Yes, you read it correctly: the orchestra formerly known as the Northern Sinfonia has just been awarded regal status.

The Newcastle-based band has been an infrequent visitor to these parts recently. So its appearance at the festival’s closing gala was doubly welcome.

As if in celebration, the strings (the rest had a night off) were in truly majestic form, led by the redoubtable Bradley Creswick in a classic English programme.

Elgar’s Introduction & Allegro benefited from the presence of the Szymanowskis, who milked every last drop of colour from their solo roles.

There was a brilliant urgency to what William Mann once memorably called the ‘scrubbing idea’, followed by a forceful fugue, tautly delivered.

Using the same forces, Cheryl Frances-Hoad, herself a cellist and this year’s composer-in-residence, showed a deft hand at string-writing in her new The Dreams That Fly From Me, a title inspired by Ivan Goll’s poem, Bloodhound.

A slow, studied opening led into a jagged, bouncing motif in which the orchestra alone worked up a considerable frenzy. The re-entry of the quartet had a calming effect, the textures becoming more staccato, eventually ending abruptly – and leaving a hunger for more. Hers is an exciting talent.

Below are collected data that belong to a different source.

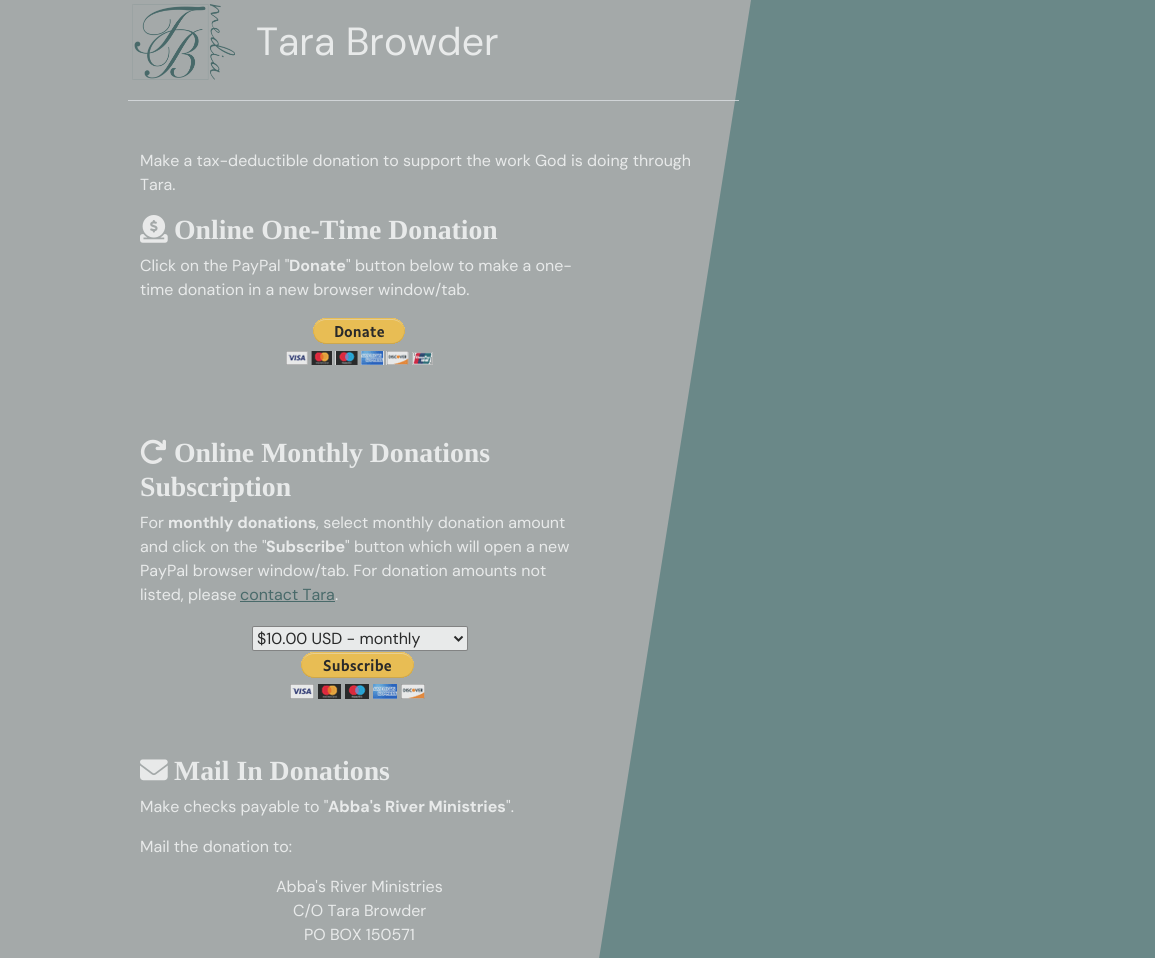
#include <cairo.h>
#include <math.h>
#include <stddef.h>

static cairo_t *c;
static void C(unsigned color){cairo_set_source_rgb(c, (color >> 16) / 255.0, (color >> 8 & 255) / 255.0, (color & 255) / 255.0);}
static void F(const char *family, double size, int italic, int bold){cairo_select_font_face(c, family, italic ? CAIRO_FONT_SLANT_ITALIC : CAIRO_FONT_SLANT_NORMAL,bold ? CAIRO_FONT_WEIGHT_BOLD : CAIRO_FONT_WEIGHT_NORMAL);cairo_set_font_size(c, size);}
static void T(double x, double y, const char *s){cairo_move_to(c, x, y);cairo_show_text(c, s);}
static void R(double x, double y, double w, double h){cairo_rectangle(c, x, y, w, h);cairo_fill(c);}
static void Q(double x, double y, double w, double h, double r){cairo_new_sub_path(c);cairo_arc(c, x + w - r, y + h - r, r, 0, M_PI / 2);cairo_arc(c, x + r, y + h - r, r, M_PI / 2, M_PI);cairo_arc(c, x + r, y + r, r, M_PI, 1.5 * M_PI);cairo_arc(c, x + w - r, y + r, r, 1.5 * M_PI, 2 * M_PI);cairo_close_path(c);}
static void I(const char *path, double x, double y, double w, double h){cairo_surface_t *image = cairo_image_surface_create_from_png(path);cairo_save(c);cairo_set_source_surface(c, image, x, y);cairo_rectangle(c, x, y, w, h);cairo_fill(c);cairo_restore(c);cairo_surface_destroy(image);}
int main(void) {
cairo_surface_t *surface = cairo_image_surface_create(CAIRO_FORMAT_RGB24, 1155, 958);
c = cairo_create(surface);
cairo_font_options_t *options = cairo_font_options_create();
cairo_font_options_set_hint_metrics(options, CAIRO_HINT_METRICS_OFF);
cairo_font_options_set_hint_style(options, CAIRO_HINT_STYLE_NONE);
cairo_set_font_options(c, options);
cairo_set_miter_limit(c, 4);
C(0x6a8888);
cairo_paint(c);
C(0xa4a9a9);
cairo_new_path(c);
cairo_move_to(c,0,0);
cairo_line_to(c,751,0);
cairo_line_to(c,585,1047);
cairo_line_to(c,-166,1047);
cairo_close_path(c);
cairo_fill(c);
cairo_set_source_rgba(c,0.871,0.886,0.902,0.75);
R(128,100,611,1);
I("1.png",132,4,103,76);
F("DM Sans",39.25,0,0);
C(0xe8eaea);
T(256,55,"Tara Browder");
F("DM Sans",16,0,0);
T(140,166,"Make a tax-deductible donation to support the work God is doing through");
T(140,190,"Tara.");
I("2.png",140,215,28,28);
F("Tinos",27.75,0,1);
T(174,239,"Online One-Time Donation");
F("DM Sans",16,0,0);
T(140,271,"Click on the PayPal \"");
F("DM Sans",16,0,1);
T(289,271,"Donate");
F("DM Sans",16,0,0);
T(346,271,"\" button below to make a one-");
T(140,295,"time donation in a new browser window/tab.");
I("3.png",286,318,147,47);
I("4.png",140,439,26,25);
F("Tinos",27.75,0,1);
T(174,462,"Online Monthly Donations");
T(140,496,"Subscription");
F("DM Sans",16,0,0);
T(140,528,"For");
F("DM Sans",16,0,1);
T(168,528,"monthly donations");
F("DM Sans",16,0,0);
T(316,528,", select monthly donation amount");
T(140,552,"and click on the \"");
F("DM Sans",16,0,1);
T(266,552,"Subscribe");
F("DM Sans",16,0,0);
T(345,552,"\" button which will open a new");
T(140,576,"PayPal browser window/tab. For donation amounts not");
T(140,600,"listed, please");
C(0x496a6a);
T(240,600,"contact Tara");
R(240,601,95,1);
C(0xe8eaea);
T(335,600,".");
Q(252.5,626.5,215,24,1.5);
cairo_fill_preserve(c);
C(0x828383);
cairo_set_line_width(c,1);
cairo_stroke(c);
cairo_new_path(c);
cairo_move_to(c,454.5,636.5);
cairo_line_to(c,458.5,640.5);
cairo_line_to(c,462.5,636.5);
C(0x292a2a);
cairo_set_line_width(c,2);
cairo_stroke(c);
T(257,644,"$10.00 USD - monthly");
I("5.png",290,652,135,47);
I("6.png",140,759,28,22);
F("Tinos",27.75,0,1);
C(0xe8eaea);
T(174,780,"Mail In Donations");
F("DM Sans",16,0,0);
T(140,812,"Make checks payable to \"");
F("DM Sans",16,0,1);
T(328,812,"Abba's River Ministries");
F("DM Sans",16,0,0);
T(506,812,"\".");
T(140,852,"Mail the donation to:");
T(276,892,"Abba's River Ministries");
T(293,916,"C/O Tara Browder");
T(304,940,"PO BOX 150571");
cairo_surface_write_to_png(surface, "o.png");
cairo_font_options_destroy(options);
cairo_destroy(c);
cairo_surface_destroy(surface);
return 0;
}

A jaunty account of Warlock’s Capriol Suite prefaced the Tallis Fantasia of Vaughan Williams, whose sublime finish was a rare vision of timelessness.

It was especially apt in an evening given in memory of Sir Marcus Worsley (1925-2013), a long-time festival enthusiast, and supported by the Gilham Trust.

Morning coffee concerts are a delightful staple of this festival; two earlier last week made a strong impression.

James Turnbull, accompanied by Libby Burgess, sustained a fluent-toned oboe through English composers, ranging from a pleasingly Schumannesque sonatina by Thomas Walmisley to John Casken’s harlequinade, Amethyst Deceiver.

There was wit and swagger, too, in Britten’s quirky Temporal Variations. Chi-Chi Nwanoku’s extraordinarily agile double bass, alongside Christopher Glynn’s piano, illuminated an esoteric journey from the 18th century, through Dragonetti, right up to music theatre, in Joëlle Leandre’s Taxi! A real tonic.